Na última segunda-feira (12), o presidente dos Estados Unidos, Donald Trump, anunciou uma reunião com a líder da oposição venezuelana, María Corina Machado, programada para a próxima quinta-feira em Washington. O encontro ocorre em um momento crítico, pois a Venezuela está em processo de libertação de presos políticos, com 116 detentos já liberados sob pressão dos EUA e da comunidade internacional.
Os Estados Unidos têm desempenhado um papel significativo nas dinâmicas políticas da Venezuela, especialmente após a deposição de Nicolás Maduro em um bombardeio a Caracas em janeiro. A situação política interna se complica com a continuidade dos processos de libertação de presos, que têm sido lentos e difíceis para as famílias dos detidos. A líder opositora, que passou um período na clandestinidade, busca apoio internacional para pressionar por mudanças no país e tem estado em contato com figuras de destaque, incluindo o papa, para discutir a situação dos direitos humanos na Venezuela.
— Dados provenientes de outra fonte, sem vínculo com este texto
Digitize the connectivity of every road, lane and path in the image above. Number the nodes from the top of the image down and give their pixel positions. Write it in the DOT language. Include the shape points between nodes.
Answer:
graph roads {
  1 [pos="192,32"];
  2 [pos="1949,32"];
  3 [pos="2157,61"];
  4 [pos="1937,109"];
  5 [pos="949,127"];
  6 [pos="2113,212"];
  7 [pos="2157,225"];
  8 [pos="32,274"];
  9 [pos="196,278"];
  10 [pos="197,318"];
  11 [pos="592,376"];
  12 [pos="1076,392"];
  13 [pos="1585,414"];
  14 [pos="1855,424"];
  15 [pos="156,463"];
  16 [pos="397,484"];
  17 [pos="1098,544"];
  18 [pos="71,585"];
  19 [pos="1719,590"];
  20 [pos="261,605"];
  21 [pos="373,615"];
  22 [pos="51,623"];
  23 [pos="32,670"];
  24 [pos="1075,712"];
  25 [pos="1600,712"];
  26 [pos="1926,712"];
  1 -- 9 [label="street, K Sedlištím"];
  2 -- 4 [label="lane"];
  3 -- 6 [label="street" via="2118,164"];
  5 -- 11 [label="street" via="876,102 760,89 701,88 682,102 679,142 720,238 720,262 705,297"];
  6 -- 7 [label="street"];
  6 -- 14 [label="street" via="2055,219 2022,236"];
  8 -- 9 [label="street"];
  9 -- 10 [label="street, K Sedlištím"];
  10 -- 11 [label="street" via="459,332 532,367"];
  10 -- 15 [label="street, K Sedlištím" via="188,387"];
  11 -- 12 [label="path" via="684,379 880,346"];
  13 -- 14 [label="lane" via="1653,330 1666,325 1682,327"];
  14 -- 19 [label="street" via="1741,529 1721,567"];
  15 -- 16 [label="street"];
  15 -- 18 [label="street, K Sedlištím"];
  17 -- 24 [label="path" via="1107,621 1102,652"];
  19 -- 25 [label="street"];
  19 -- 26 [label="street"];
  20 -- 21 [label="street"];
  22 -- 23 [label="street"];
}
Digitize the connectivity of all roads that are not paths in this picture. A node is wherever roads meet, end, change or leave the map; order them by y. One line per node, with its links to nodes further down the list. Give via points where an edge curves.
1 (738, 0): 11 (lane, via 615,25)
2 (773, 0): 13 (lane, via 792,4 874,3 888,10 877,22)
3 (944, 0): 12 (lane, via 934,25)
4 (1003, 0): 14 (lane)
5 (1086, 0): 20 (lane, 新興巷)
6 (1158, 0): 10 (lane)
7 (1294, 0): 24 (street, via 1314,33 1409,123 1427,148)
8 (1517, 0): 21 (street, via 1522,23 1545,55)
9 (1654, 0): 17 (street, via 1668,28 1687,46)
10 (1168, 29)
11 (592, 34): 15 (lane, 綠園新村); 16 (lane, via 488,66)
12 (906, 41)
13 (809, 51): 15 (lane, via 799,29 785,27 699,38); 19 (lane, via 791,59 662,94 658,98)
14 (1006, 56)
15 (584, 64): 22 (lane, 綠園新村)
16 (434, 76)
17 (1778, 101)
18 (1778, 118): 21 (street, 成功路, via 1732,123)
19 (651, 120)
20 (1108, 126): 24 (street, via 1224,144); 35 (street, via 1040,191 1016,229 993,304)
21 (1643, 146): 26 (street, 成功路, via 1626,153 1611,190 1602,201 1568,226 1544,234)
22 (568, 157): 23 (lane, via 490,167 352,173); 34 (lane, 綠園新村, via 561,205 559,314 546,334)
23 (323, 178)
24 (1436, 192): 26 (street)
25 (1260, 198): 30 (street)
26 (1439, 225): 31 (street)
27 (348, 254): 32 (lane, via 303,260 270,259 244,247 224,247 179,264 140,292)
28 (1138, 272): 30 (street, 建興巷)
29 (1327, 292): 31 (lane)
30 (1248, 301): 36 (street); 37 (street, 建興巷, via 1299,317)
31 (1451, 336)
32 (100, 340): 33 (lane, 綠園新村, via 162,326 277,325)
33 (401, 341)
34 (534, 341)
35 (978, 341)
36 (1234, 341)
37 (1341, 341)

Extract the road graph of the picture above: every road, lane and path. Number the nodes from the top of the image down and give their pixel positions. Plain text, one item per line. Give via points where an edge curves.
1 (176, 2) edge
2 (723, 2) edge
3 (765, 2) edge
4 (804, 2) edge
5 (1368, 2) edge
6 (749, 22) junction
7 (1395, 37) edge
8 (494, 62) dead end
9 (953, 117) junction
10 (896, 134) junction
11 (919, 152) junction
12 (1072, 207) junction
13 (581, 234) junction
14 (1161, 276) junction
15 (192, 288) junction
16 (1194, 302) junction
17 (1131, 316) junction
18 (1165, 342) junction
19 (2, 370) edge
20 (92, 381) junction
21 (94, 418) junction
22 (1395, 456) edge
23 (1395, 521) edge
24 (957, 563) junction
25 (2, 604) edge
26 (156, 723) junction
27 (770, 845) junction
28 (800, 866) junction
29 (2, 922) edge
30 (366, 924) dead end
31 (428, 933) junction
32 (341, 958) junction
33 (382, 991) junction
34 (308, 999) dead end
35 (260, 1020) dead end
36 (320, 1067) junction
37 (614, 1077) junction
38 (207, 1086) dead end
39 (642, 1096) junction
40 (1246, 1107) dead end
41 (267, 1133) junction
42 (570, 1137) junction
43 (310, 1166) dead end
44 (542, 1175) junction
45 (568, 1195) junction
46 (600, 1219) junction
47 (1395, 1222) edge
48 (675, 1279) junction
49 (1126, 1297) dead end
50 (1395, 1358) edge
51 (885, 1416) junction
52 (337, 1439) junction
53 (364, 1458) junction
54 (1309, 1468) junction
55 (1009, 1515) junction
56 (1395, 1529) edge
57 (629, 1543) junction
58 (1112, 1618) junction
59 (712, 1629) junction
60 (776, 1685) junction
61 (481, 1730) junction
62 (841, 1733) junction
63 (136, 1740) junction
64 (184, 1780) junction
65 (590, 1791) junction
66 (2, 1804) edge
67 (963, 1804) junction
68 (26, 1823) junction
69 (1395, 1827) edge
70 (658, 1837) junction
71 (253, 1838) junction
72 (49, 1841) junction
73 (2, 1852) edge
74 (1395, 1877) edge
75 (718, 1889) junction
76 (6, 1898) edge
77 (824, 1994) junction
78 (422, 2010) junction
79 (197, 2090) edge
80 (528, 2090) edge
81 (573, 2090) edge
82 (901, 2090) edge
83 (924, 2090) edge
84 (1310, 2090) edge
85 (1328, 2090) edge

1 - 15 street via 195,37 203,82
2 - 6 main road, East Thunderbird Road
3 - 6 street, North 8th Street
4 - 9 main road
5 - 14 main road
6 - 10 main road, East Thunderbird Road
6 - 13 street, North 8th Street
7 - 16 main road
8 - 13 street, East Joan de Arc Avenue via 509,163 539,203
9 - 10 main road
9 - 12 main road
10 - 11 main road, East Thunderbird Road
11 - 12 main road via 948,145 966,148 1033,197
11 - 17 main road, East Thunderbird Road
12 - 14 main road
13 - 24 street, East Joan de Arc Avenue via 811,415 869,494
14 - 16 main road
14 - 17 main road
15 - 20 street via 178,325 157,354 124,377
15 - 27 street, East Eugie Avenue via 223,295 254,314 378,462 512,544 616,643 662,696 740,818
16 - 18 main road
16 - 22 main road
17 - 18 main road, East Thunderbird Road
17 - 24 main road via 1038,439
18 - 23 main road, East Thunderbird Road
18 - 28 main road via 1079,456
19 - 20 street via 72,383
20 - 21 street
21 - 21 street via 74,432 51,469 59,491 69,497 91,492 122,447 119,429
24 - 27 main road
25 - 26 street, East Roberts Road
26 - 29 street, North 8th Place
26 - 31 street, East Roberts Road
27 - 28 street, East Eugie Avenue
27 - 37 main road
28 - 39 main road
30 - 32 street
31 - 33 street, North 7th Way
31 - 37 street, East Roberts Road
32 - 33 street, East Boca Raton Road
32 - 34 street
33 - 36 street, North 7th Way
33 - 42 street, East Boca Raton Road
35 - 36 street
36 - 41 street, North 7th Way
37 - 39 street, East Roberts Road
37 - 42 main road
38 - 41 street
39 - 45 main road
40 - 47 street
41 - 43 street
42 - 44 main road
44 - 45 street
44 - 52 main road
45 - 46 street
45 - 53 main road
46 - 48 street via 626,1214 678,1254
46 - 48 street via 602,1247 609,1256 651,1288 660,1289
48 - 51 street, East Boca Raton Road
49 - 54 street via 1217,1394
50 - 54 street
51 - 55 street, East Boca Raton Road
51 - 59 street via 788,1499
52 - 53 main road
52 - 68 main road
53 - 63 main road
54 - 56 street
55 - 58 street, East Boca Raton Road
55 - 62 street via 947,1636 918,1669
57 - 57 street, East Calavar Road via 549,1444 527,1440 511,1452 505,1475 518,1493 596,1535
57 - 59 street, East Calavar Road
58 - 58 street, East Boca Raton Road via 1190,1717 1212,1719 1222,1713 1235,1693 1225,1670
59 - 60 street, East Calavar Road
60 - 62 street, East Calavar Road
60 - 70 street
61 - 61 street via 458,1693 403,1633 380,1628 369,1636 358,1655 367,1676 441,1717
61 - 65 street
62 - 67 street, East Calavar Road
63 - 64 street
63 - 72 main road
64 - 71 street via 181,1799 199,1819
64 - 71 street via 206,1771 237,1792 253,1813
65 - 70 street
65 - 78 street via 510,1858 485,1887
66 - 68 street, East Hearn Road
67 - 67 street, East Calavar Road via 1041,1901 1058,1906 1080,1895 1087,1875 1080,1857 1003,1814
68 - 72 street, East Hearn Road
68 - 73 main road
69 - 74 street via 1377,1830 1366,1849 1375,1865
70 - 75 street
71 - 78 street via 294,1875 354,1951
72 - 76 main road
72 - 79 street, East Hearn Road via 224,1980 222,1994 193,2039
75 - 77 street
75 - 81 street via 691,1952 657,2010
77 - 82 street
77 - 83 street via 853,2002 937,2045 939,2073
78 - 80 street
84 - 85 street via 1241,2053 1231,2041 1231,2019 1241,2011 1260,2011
As implicações dessa reunião entre Trump e Machado podem ser profundas, especialmente em relação à futura política dos EUA na América Latina. O governo americano expressou apoio a mudanças democráticas na Venezuela, mas a reticência de Trump em incluir Machado em uma possível transição política levanta dúvidas sobre o futuro do país. A continuação das libertações de presos políticos poderá ser um indicativo da disposição do governo venezuelano em dialogar, enquanto a pressão internacional se intensifica.